Required action → Output every entry exactly, without any pictures.

Excerpted records →
Segment Open

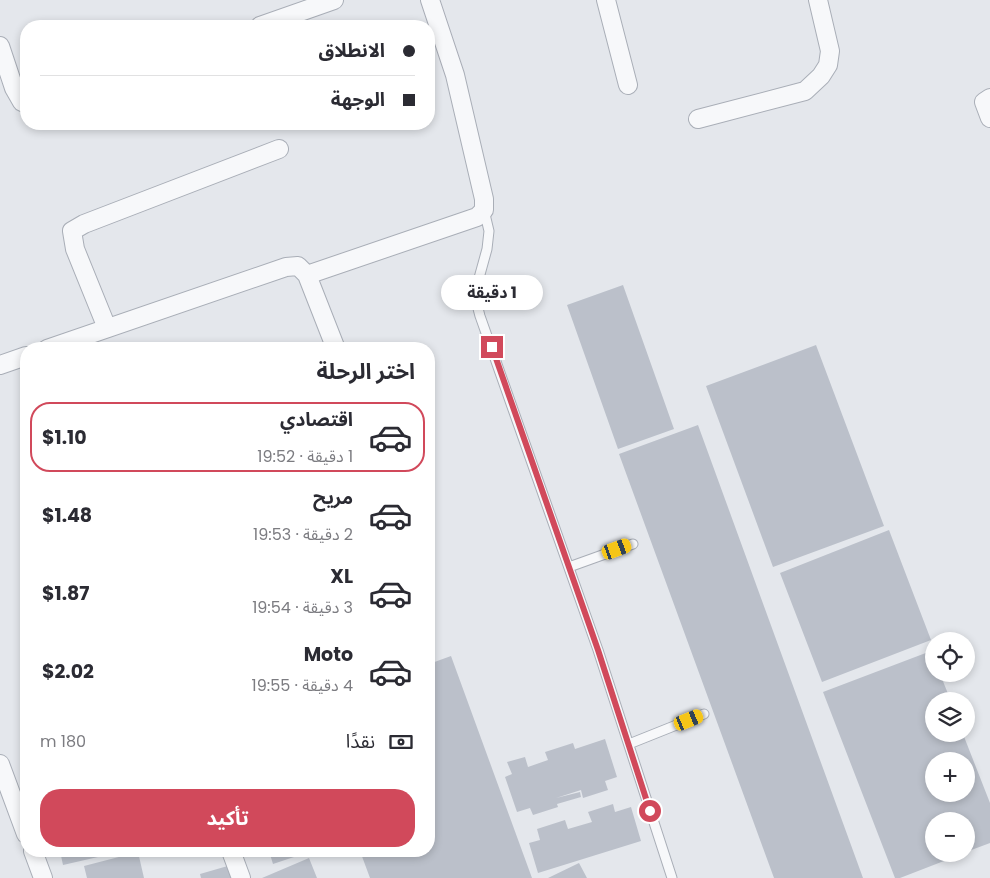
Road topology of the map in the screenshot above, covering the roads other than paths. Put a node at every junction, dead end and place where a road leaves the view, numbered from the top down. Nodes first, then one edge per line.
1 (334, 0) edge
2 (430, 0) edge
3 (606, 0) edge
4 (818, 0) edge
5 (277, 20) edge
6 (0, 46) edge
7 (628, 85) dead end
8 (20, 98) edge
9 (990, 98) edge
10 (990, 118) edge
11 (698, 120) dead end
12 (279, 149) dead end
13 (484, 210) junction
14 (307, 275) junction
15 (106, 328) junction
16 (68, 342) edge
17 (333, 342) edge
18 (20, 358) edge
19 (0, 365) edge
20 (633, 544) dead end
21 (569, 567) junction
22 (704, 714) dead end
23 (629, 744) junction
24 (0, 764) edge
25 (20, 818) edge
26 (35, 857) edge
27 (233, 857) edge
28 (43, 878) edge
29 (241, 878) edge
30 (672, 878) edge

1 - 5 street
2 - 13 street
3 - 7 street
4 - 11 street
6 - 8 street
9 - 10 street
12 - 15 street
13 - 14 street
13 - 21 lane
14 - 15 street
14 - 17 street
15 - 16 street
18 - 19 street
20 - 21 lane
21 - 23 lane
22 - 23 lane
23 - 30 lane
24 - 25 street
26 - 28 street
27 - 29 street

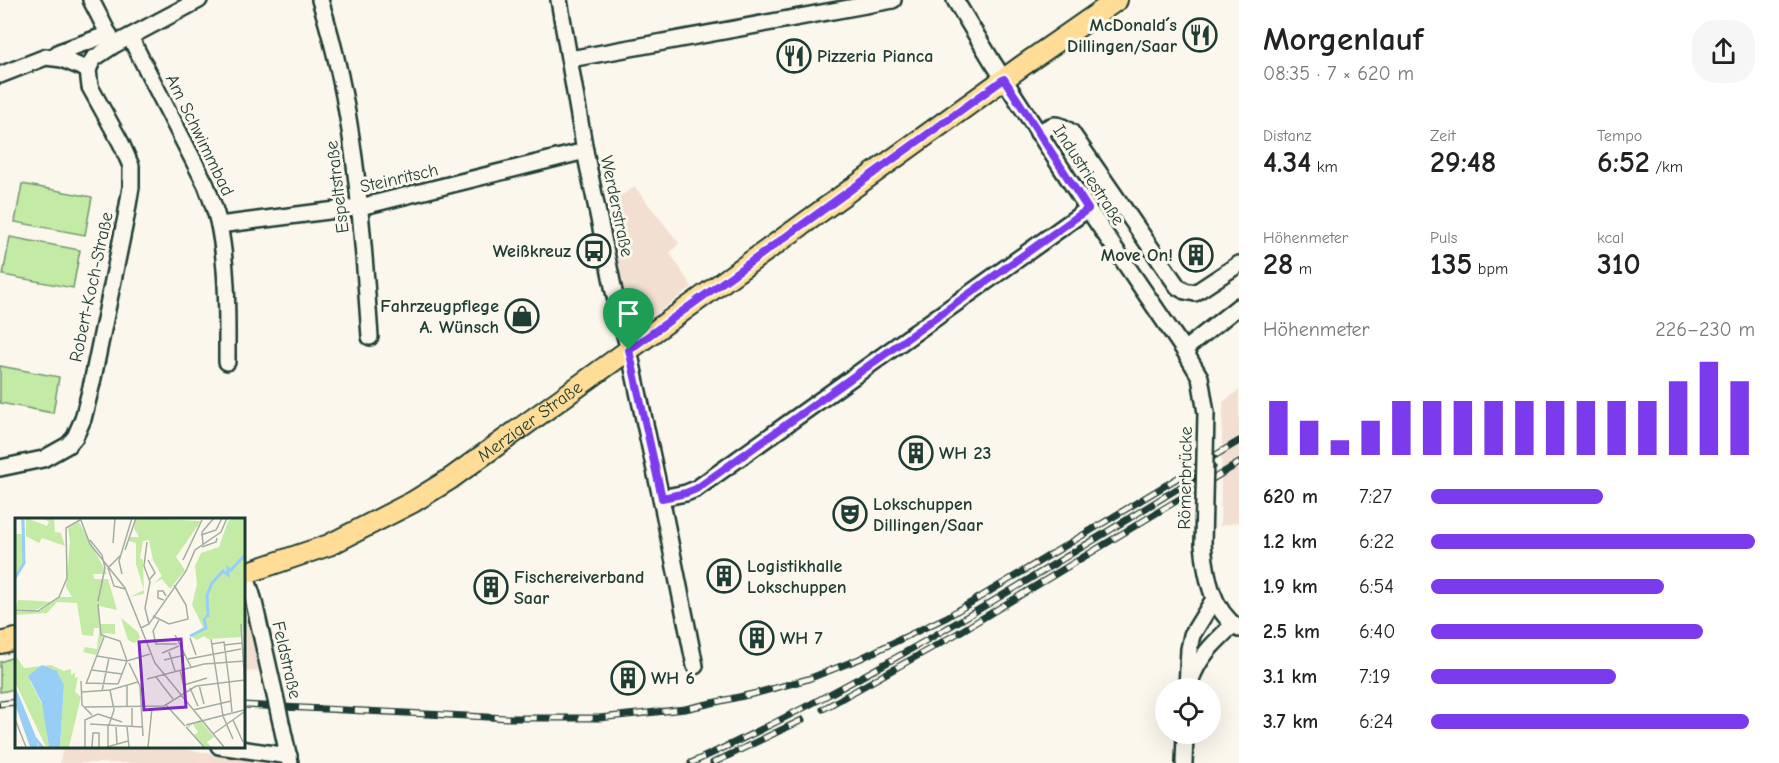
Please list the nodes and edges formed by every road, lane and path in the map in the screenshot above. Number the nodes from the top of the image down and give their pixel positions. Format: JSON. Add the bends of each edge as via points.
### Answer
{"nodes":[{"id":1,"x":91,"y":0,"type":"edge"},
{"id":2,"x":199,"y":0,"type":"edge"},
{"id":3,"x":320,"y":0,"type":"edge"},
{"id":4,"x":559,"y":0,"type":"edge"},
{"id":5,"x":893,"y":0,"type":"edge"},
{"id":6,"x":955,"y":0,"type":"edge"},
{"id":7,"x":1117,"y":0,"type":"edge"},
{"id":8,"x":848,"y":5,"type":"edge"},
{"id":9,"x":130,"y":37,"type":"junction"},
{"id":10,"x":112,"y":40,"type":"junction"},
{"id":11,"x":54,"y":57,"type":"junction"},
{"id":12,"x":570,"y":59,"type":"junction"},
{"id":13,"x":88,"y":70,"type":"junction"},
{"id":14,"x":0,"y":75,"type":"edge"},
{"id":15,"x":1004,"y":79,"type":"junction"},
{"id":16,"x":1038,"y":133,"type":"junction"},
{"id":17,"x":585,"y":151,"type":"junction"},
{"id":18,"x":360,"y":207,"type":"junction"},
{"id":19,"x":1088,"y":209,"type":"junction"},
{"id":20,"x":219,"y":225,"type":"junction"},
{"id":21,"x":1239,"y":264,"type":"edge"},
{"id":22,"x":1239,"y":306,"type":"edge"},
{"id":23,"x":370,"y":337,"type":"dead end"},
{"id":24,"x":629,"y":350,"type":"junction"},
{"id":25,"x":1184,"y":350,"type":"junction"},
{"id":26,"x":227,"y":362,"type":"dead end"},
{"id":27,"x":1206,"y":413,"type":"joint"},
{"id":28,"x":0,"y":468,"type":"edge"},
{"id":29,"x":662,"y":498,"type":"junction"},
{"id":30,"x":244,"y":574,"type":"edge"},
{"id":31,"x":1214,"y":599,"type":"junction"},
{"id":32,"x":1236,"y":627,"type":"edge"},
{"id":33,"x":15,"y":639,"type":"edge"},
{"id":34,"x":0,"y":643,"type":"edge"},
{"id":35,"x":694,"y":666,"type":"dead end"},
{"id":36,"x":1188,"y":678,"type":"edge"},
{"id":37,"x":1192,"y":678,"type":"edge"},
{"id":38,"x":1185,"y":744,"type":"edge"},
{"id":39,"x":224,"y":748,"type":"edge"},
{"id":40,"x":289,"y":760,"type":"edge"},
{"id":41,"x":1184,"y":763,"type":"edge"}],
"edges":[{"from":1,"to":10,"type":"street"},
{"from":2,"to":9,"type":"street"},
{"from":3,"to":18,"type":"street","name":"Espeltstraße","via":[[339,65]]},
{"from":4,"to":12,"type":"street","name":"Werderstraße"},
{"from":5,"to":8,"type":"street"},
{"from":6,"to":15,"type":"street","name":"Industriestraße"},
{"from":7,"to":15,"type":"main road","name":"Merziger Straße"},
{"from":8,"to":12,"type":"street"},
{"from":9,"to":10,"type":"street"},
{"from":9,"to":20,"type":"street","name":"Am Schwimmbad","via":[[206,185]]},
{"from":10,"to":11,"type":"street","via":[[59,52]]},
{"from":10,"to":13,"type":"street"},
{"from":11,"to":13,"type":"street"},
{"from":11,"to":14,"type":"street"},
{"from":12,"to":17,"type":"street","name":"Werderstraße"},
{"from":13,"to":28,"type":"street","name":"Robert-Koch-Straße","via":[[90,87],[131,166],[126,217],[92,382],[82,419],[68,445],[43,459]]},
{"from":15,"to":16,"type":"street","name":"Industriestraße"},
{"from":15,"to":24,"type":"main road","name":"Merziger Straße"},
{"from":16,"to":19,"type":"street","name":"Industriestraße"},
{"from":16,"to":21,"type":"street","via":[[1053,124],[1061,124],[1071,132],[1185,291],[1195,293]]},
{"from":17,"to":18,"type":"street","name":"Steinritsch"},
{"from":17,"to":24,"type":"street","name":"Werderstraße"},
{"from":18,"to":20,"type":"street","name":"Steinritsch"},
{"from":18,"to":23,"type":"street","name":"Espeltstraße"},
{"from":19,"to":25,"type":"street","name":"Industriestraße"},
{"from":19,"to":29,"type":"street","via":[[696,489]]},
{"from":20,"to":26,"type":"street","name":"Am Schwimmbad"},
{"from":22,"to":25,"type":"street"},
{"from":24,"to":29,"type":"street","name":"Werderstraße"},
{"from":24,"to":30,"type":"main road","name":"Merziger Straße","via":[[413,502],[329,545]]},
{"from":25,"to":27,"type":"street","name":"Industriestraße","via":[[1200,377]]},
{"from":27,"to":31,"type":"street","name":"Römerbrücke","bridge":true,"via":[[1203,544]]},
{"from":29,"to":35,"type":"street","name":"Werderstraße"},
{"from":30,"to":40,"type":"street","name":"Feldstraße","bridge":true,"via":[[253,598]]},
{"from":31,"to":32,"type":"street"},
{"from":31,"to":36,"type":"street","via":[[1192,635]]},
{"from":32,"to":37,"type":"street","via":[[1208,649]]},
{"from":33,"to":34,"type":"main road"},
{"from":38,"to":41,"type":"street"},
{"from":39,"to":40,"type":"street","name":"Feldstraße"}]}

Segment Closed

Response area →
Road topology of the map in the screenshot above, covering the roads other than paths. Put a node at every junction, dead end and place where a road leaves the view, numbered from the top down. Nodes first, then one edge per line.
1 (334, 0) edge
2 (430, 0) edge
3 (606, 0) edge
4 (818, 0) edge
5 (277, 20) edge
6 (0, 46) edge
7 (628, 85) dead end
8 (20, 98) edge
9 (990, 98) edge
10 (990, 118) edge
11 (698, 120) dead end
12 (279, 149) dead end
13 (484, 210) junction
14 (307, 275) junction
15 (106, 328) junction
16 (68, 342) edge
17 (333, 342) edge
18 (20, 358) edge
19 (0, 365) edge
20 (633, 544) dead end
21 (569, 567) junction
22 (704, 714) dead end
23 (629, 744) junction
24 (0, 764) edge
25 (20, 818) edge
26 (35, 857) edge
27 (233, 857) edge
28 (43, 878) edge
29 (241, 878) edge
30 (672, 878) edge

1 - 5 street
2 - 13 street
3 - 7 street
4 - 11 street
6 - 8 street
9 - 10 street
12 - 15 street
13 - 14 street
13 - 21 lane
14 - 15 street
14 - 17 street
15 - 16 street
18 - 19 street
20 - 21 lane
21 - 23 lane
22 - 23 lane
23 - 30 lane
24 - 25 street
26 - 28 street
27 - 29 street

Please list the nodes and edges formed by every road, lane and path in the map in the screenshot above. Number the nodes from the top of the image down and give their pixel positions. Format: JSON. Add the bends of each edge as via points.
### Answer
{"nodes":[{"id":1,"x":91,"y":0,"type":"edge"},
{"id":2,"x":199,"y":0,"type":"edge"},
{"id":3,"x":320,"y":0,"type":"edge"},
{"id":4,"x":559,"y":0,"type":"edge"},
{"id":5,"x":893,"y":0,"type":"edge"},
{"id":6,"x":955,"y":0,"type":"edge"},
{"id":7,"x":1117,"y":0,"type":"edge"},
{"id":8,"x":848,"y":5,"type":"edge"},
{"id":9,"x":130,"y":37,"type":"junction"},
{"id":10,"x":112,"y":40,"type":"junction"},
{"id":11,"x":54,"y":57,"type":"junction"},
{"id":12,"x":570,"y":59,"type":"junction"},
{"id":13,"x":88,"y":70,"type":"junction"},
{"id":14,"x":0,"y":75,"type":"edge"},
{"id":15,"x":1004,"y":79,"type":"junction"},
{"id":16,"x":1038,"y":133,"type":"junction"},
{"id":17,"x":585,"y":151,"type":"junction"},
{"id":18,"x":360,"y":207,"type":"junction"},
{"id":19,"x":1088,"y":209,"type":"junction"},
{"id":20,"x":219,"y":225,"type":"junction"},
{"id":21,"x":1239,"y":264,"type":"edge"},
{"id":22,"x":1239,"y":306,"type":"edge"},
{"id":23,"x":370,"y":337,"type":"dead end"},
{"id":24,"x":629,"y":350,"type":"junction"},
{"id":25,"x":1184,"y":350,"type":"junction"},
{"id":26,"x":227,"y":362,"type":"dead end"},
{"id":27,"x":1206,"y":413,"type":"joint"},
{"id":28,"x":0,"y":468,"type":"edge"},
{"id":29,"x":662,"y":498,"type":"junction"},
{"id":30,"x":244,"y":574,"type":"edge"},
{"id":31,"x":1214,"y":599,"type":"junction"},
{"id":32,"x":1236,"y":627,"type":"edge"},
{"id":33,"x":15,"y":639,"type":"edge"},
{"id":34,"x":0,"y":643,"type":"edge"},
{"id":35,"x":694,"y":666,"type":"dead end"},
{"id":36,"x":1188,"y":678,"type":"edge"},
{"id":37,"x":1192,"y":678,"type":"edge"},
{"id":38,"x":1185,"y":744,"type":"edge"},
{"id":39,"x":224,"y":748,"type":"edge"},
{"id":40,"x":289,"y":760,"type":"edge"},
{"id":41,"x":1184,"y":763,"type":"edge"}],
"edges":[{"from":1,"to":10,"type":"street"},
{"from":2,"to":9,"type":"street"},
{"from":3,"to":18,"type":"street","name":"Espeltstraße","via":[[339,65]]},
{"from":4,"to":12,"type":"street","name":"Werderstraße"},
{"from":5,"to":8,"type":"street"},
{"from":6,"to":15,"type":"street","name":"Industriestraße"},
{"from":7,"to":15,"type":"main road","name":"Merziger Straße"},
{"from":8,"to":12,"type":"street"},
{"from":9,"to":10,"type":"street"},
{"from":9,"to":20,"type":"street","name":"Am Schwimmbad","via":[[206,185]]},
{"from":10,"to":11,"type":"street","via":[[59,52]]},
{"from":10,"to":13,"type":"street"},
{"from":11,"to":13,"type":"street"},
{"from":11,"to":14,"type":"street"},
{"from":12,"to":17,"type":"street","name":"Werderstraße"},
{"from":13,"to":28,"type":"street","name":"Robert-Koch-Straße","via":[[90,87],[131,166],[126,217],[92,382],[82,419],[68,445],[43,459]]},
{"from":15,"to":16,"type":"street","name":"Industriestraße"},
{"from":15,"to":24,"type":"main road","name":"Merziger Straße"},
{"from":16,"to":19,"type":"street","name":"Industriestraße"},
{"from":16,"to":21,"type":"street","via":[[1053,124],[1061,124],[1071,132],[1185,291],[1195,293]]},
{"from":17,"to":18,"type":"street","name":"Steinritsch"},
{"from":17,"to":24,"type":"street","name":"Werderstraße"},
{"from":18,"to":20,"type":"street","name":"Steinritsch"},
{"from":18,"to":23,"type":"street","name":"Espeltstraße"},
{"from":19,"to":25,"type":"street","name":"Industriestraße"},
{"from":19,"to":29,"type":"street","via":[[696,489]]},
{"from":20,"to":26,"type":"street","name":"Am Schwimmbad"},
{"from":22,"to":25,"type":"street"},
{"from":24,"to":29,"type":"street","name":"Werderstraße"},
{"from":24,"to":30,"type":"main road","name":"Merziger Straße","via":[[413,502],[329,545]]},
{"from":25,"to":27,"type":"street","name":"Industriestraße","via":[[1200,377]]},
{"from":27,"to":31,"type":"street","name":"Römerbrücke","bridge":true,"via":[[1203,544]]},
{"from":29,"to":35,"type":"street","name":"Werderstraße"},
{"from":30,"to":40,"type":"street","name":"Feldstraße","bridge":true,"via":[[253,598]]},
{"from":31,"to":32,"type":"street"},
{"from":31,"to":36,"type":"street","via":[[1192,635]]},
{"from":32,"to":37,"type":"street","via":[[1208,649]]},
{"from":33,"to":34,"type":"main road"},
{"from":38,"to":41,"type":"street"},
{"from":39,"to":40,"type":"street","name":"Feldstraße"}]}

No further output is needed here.